Saved entries

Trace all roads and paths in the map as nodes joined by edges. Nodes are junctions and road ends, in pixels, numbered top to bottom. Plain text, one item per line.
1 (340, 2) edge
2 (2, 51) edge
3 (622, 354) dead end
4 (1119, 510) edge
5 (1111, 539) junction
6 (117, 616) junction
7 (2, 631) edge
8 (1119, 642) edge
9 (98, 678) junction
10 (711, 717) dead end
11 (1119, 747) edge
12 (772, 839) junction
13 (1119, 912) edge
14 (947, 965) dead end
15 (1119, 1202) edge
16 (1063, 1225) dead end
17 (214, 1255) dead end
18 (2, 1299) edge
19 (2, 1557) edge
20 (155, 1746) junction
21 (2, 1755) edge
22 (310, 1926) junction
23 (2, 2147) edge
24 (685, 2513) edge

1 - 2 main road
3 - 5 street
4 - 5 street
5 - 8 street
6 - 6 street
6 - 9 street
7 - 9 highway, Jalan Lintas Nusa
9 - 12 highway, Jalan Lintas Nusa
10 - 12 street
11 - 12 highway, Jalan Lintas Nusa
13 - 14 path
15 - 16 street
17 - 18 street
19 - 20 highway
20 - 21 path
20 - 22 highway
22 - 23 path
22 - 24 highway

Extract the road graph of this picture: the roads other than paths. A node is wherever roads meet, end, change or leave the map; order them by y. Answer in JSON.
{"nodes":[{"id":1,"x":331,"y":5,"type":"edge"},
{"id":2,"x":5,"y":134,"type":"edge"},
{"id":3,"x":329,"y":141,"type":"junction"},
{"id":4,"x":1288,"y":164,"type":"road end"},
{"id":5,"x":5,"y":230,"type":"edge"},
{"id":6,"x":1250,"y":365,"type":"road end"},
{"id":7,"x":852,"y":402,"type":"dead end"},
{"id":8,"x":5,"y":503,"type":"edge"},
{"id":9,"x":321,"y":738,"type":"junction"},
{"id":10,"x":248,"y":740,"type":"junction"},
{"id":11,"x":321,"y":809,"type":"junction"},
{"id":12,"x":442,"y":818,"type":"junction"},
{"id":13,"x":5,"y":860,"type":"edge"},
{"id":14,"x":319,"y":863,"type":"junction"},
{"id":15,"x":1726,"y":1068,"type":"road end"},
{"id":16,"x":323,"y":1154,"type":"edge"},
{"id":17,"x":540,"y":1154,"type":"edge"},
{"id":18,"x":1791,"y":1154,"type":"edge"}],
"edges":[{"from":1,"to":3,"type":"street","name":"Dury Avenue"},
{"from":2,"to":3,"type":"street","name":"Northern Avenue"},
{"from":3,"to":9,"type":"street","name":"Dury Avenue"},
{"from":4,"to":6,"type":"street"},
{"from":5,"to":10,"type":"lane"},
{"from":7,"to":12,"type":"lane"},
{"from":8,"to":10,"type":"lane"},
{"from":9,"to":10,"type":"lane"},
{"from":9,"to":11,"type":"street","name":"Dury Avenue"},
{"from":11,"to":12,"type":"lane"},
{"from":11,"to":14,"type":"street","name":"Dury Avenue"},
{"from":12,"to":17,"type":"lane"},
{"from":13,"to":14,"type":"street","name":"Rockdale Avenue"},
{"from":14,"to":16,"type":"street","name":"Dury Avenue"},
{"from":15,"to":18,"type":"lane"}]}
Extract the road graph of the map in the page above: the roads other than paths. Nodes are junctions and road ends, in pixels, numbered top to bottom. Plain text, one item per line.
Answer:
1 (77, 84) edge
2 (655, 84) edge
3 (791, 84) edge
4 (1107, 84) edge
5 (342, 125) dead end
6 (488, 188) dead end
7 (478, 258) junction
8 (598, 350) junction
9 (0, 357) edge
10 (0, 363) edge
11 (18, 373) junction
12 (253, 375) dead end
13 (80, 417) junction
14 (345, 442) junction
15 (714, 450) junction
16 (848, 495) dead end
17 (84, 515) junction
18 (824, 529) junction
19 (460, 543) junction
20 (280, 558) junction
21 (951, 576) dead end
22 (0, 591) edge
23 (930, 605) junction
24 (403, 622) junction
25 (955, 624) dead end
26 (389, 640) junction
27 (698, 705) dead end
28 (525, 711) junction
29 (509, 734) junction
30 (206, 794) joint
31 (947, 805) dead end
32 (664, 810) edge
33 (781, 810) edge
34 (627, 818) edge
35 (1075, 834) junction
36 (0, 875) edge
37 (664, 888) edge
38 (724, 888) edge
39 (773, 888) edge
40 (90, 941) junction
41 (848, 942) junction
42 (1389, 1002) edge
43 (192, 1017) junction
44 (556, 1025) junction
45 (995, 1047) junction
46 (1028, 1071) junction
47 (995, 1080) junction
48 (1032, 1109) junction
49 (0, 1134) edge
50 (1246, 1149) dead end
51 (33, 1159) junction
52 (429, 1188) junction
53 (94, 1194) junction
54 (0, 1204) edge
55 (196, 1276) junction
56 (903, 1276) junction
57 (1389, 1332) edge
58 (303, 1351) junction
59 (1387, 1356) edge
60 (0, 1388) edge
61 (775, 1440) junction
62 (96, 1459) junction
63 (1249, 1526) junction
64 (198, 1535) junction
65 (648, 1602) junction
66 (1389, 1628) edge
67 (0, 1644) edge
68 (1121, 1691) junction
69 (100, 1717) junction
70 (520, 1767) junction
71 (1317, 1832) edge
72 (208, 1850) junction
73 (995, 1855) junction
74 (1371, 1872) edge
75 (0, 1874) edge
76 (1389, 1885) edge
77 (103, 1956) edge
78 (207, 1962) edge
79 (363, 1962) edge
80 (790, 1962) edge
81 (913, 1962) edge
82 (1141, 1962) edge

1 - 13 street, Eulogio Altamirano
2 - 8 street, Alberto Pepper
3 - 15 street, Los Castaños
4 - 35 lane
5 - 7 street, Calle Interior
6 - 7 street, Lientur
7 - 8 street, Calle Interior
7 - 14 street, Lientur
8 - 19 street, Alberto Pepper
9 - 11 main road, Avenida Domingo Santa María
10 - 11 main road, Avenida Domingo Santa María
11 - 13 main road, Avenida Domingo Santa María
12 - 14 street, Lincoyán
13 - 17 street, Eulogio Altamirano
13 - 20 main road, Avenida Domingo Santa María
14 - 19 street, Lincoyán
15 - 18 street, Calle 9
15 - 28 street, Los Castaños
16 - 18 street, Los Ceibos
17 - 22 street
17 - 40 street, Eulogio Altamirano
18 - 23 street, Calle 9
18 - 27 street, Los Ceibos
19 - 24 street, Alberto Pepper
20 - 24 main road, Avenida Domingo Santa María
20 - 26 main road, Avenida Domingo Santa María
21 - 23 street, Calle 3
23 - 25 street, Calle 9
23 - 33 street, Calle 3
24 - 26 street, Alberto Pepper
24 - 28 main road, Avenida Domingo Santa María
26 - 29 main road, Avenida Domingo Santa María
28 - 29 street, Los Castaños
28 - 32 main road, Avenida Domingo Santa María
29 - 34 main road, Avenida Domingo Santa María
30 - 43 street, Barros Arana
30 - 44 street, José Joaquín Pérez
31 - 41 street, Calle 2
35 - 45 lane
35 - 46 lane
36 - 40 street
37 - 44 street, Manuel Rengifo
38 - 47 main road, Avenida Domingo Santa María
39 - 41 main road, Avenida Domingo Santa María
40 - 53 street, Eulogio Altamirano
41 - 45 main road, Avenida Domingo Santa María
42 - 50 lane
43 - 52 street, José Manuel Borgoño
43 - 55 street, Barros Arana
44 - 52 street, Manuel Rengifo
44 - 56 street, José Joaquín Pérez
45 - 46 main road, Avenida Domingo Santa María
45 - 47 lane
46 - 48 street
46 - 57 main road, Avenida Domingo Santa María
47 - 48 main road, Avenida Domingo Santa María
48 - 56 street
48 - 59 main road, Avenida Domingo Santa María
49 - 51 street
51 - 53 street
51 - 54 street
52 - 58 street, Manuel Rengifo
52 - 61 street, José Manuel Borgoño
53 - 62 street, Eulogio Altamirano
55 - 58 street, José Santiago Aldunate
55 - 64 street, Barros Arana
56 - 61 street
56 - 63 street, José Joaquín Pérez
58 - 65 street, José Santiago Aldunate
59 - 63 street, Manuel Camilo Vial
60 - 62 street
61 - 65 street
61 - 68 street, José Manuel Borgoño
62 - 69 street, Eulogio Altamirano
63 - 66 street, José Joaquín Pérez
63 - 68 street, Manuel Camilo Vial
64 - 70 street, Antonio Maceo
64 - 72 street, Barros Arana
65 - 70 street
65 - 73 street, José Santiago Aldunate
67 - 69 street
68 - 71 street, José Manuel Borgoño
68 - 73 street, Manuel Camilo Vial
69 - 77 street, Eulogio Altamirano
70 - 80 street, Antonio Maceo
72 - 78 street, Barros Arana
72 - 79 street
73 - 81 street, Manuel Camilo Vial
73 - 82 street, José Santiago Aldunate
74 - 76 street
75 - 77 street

● **Your task**
Each line holding the word "Ceibos" must be copied from the data.

● **Solution for this exercise**
16 - 18 street, Los Ceibos
18 - 27 street, Los Ceibos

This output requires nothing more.